• **Input for this task**:

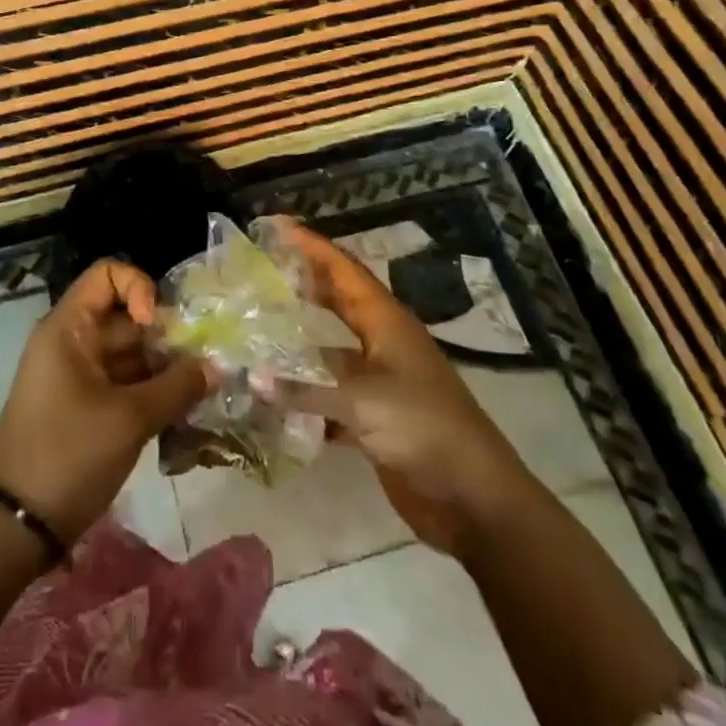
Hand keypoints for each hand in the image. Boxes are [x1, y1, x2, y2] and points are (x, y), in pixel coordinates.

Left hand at [0, 259, 209, 543]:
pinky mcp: (83, 405)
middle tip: (200, 366)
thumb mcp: (129, 420)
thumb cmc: (68, 456)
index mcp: (69, 328)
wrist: (16, 526)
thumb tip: (214, 367)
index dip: (139, 288)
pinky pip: (122, 382)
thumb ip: (177, 387)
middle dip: (165, 337)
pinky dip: (149, 391)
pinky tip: (179, 413)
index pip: (108, 274)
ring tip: (197, 393)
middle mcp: (71, 341)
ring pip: (128, 353)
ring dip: (163, 368)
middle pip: (125, 316)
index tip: (157, 327)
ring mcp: (76, 374)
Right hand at [270, 218, 526, 556]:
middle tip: (260, 269)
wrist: (474, 499)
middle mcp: (382, 343)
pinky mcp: (374, 418)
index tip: (275, 226)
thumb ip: (306, 387)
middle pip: (338, 300)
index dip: (312, 246)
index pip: (343, 270)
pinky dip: (304, 391)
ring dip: (298, 339)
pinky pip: (330, 393)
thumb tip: (251, 376)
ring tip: (256, 326)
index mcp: (386, 323)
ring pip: (330, 348)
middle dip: (303, 282)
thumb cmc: (424, 429)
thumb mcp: (364, 402)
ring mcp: (379, 381)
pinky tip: (272, 394)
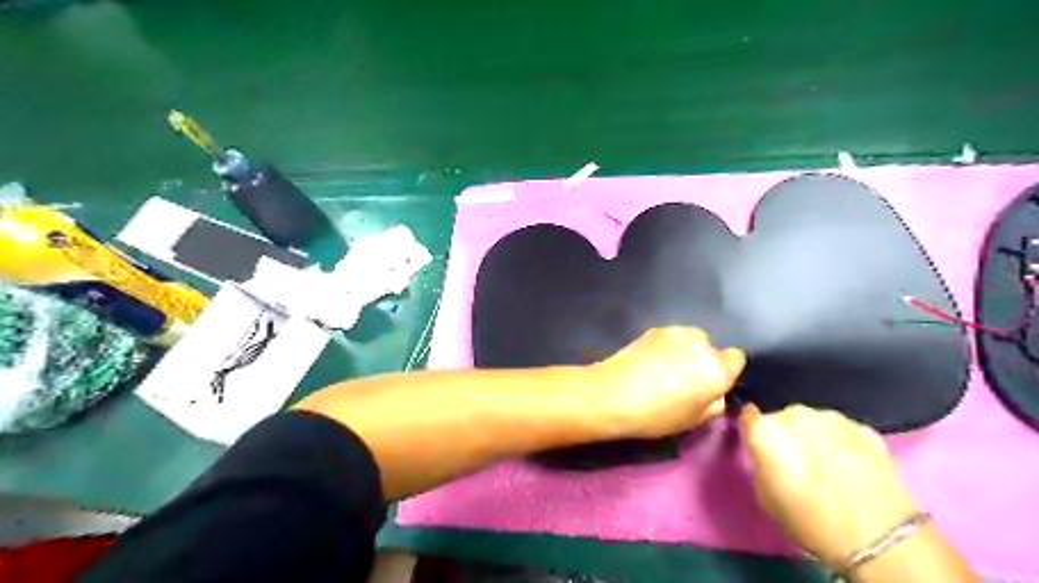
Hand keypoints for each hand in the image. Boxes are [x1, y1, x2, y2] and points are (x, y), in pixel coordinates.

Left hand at [587, 328, 741, 437]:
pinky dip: (667, 346)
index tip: (710, 384)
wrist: (613, 393)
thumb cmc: (656, 415)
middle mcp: (702, 344)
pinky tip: (650, 361)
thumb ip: (714, 404)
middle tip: (684, 378)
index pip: (737, 359)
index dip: (725, 371)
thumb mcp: (693, 420)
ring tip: (665, 368)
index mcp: (717, 369)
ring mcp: (677, 332)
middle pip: (711, 347)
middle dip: (703, 359)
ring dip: (685, 350)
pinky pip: (671, 337)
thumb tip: (715, 393)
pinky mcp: (655, 329)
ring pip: (691, 339)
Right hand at [738, 406, 916, 568]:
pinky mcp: (864, 427)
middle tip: (798, 463)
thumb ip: (761, 462)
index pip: (748, 417)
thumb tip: (767, 453)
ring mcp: (831, 417)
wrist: (876, 534)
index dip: (753, 431)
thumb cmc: (808, 519)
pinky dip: (843, 444)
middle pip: (783, 418)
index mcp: (765, 429)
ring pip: (815, 423)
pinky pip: (843, 432)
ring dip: (816, 437)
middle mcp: (794, 414)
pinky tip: (853, 468)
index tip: (760, 445)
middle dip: (787, 434)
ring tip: (829, 467)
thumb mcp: (765, 494)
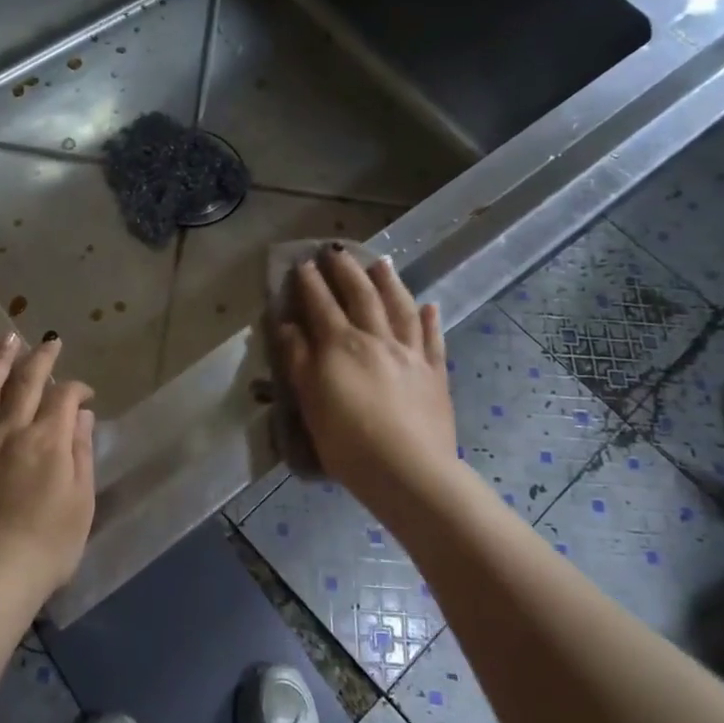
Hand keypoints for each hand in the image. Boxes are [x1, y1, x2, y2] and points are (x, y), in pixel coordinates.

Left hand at [0, 333, 96, 609]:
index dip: (76, 389)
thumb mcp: (80, 503)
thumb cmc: (46, 547)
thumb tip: (80, 415)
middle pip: (26, 383)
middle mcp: (9, 430)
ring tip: (6, 337)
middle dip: (41, 359)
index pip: (64, 398)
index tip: (84, 394)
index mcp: (47, 440)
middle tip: (50, 342)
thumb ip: (80, 453)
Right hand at [276, 250, 456, 506]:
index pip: (321, 305)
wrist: (408, 470)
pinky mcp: (435, 373)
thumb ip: (298, 359)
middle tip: (336, 252)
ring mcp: (410, 354)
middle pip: (361, 296)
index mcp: (341, 346)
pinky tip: (430, 305)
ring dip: (389, 283)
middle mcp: (377, 339)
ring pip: (400, 308)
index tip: (302, 263)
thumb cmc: (347, 441)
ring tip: (381, 263)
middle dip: (346, 271)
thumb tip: (287, 325)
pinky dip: (430, 319)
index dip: (310, 283)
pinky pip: (433, 339)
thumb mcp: (310, 401)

• **Problem requirements**: What do the entries above read from the line containing "ring pip: (330, 348)" through the line containing "index mcp: (47, 440)"? Output those lines exactly, both ends included, with the pictures left out.

• **Answer to this task**:
ring pip: (330, 348)
middle dip: (303, 282)
thumb cmc: (424, 429)
thumb mcp: (364, 402)
ring mcp: (379, 381)
pinky tip: (272, 394)
Hand keypoints for each hand in the image. Boxes are [x1, y1, x2, y2] and points are (x, y), in pixel coordinates.

Left hand at [587, 328, 741, 437]:
pinky dip: (667, 346)
index tip: (710, 384)
wrist: (613, 393)
thumb cmc: (656, 415)
middle mcp: (702, 344)
pinky tip: (650, 361)
thumb ip: (714, 404)
middle tip: (684, 378)
index pip: (737, 359)
index dip: (725, 371)
thumb mcp: (693, 420)
ring tip: (665, 368)
index mcp: (717, 369)
ring mcp: (677, 332)
middle pip: (711, 347)
middle dip: (703, 359)
ring dip: (685, 350)
pinky pip: (671, 337)
thumb tip: (715, 393)
pinky mcp: (655, 329)
ring pip: (691, 339)
Right hand at [738, 406, 916, 568]:
pinky mcp: (864, 427)
middle tip: (798, 463)
thumb ip: (761, 462)
index pip: (748, 417)
thumb tip: (767, 453)
ring mcp: (831, 417)
wrist: (876, 534)
index dip: (753, 431)
thumb cmc: (808, 519)
pinky dip: (843, 444)
middle pip: (783, 418)
index mcp: (765, 429)
ring pip: (815, 423)
pinky pip: (843, 432)
ring dip: (816, 437)
middle mcp: (794, 414)
pinky tip: (853, 468)
index tip: (760, 445)
middle dip: (787, 434)
ring tip: (829, 467)
thumb mcp: (765, 494)
Hand keypoints for each hand in the image. Boxes are [x1, y1, x2, y2] and points are (x, y), in pixel coordinates.

Left hand at [0, 333, 96, 609]:
index dip: (76, 389)
thumb mcp: (80, 503)
thumb cmc: (46, 547)
thumb tip: (80, 415)
middle pip: (26, 383)
middle mcp: (9, 430)
ring tip: (6, 337)
middle dip: (41, 359)
index pip: (64, 398)
index tip: (84, 394)
index mcp: (47, 440)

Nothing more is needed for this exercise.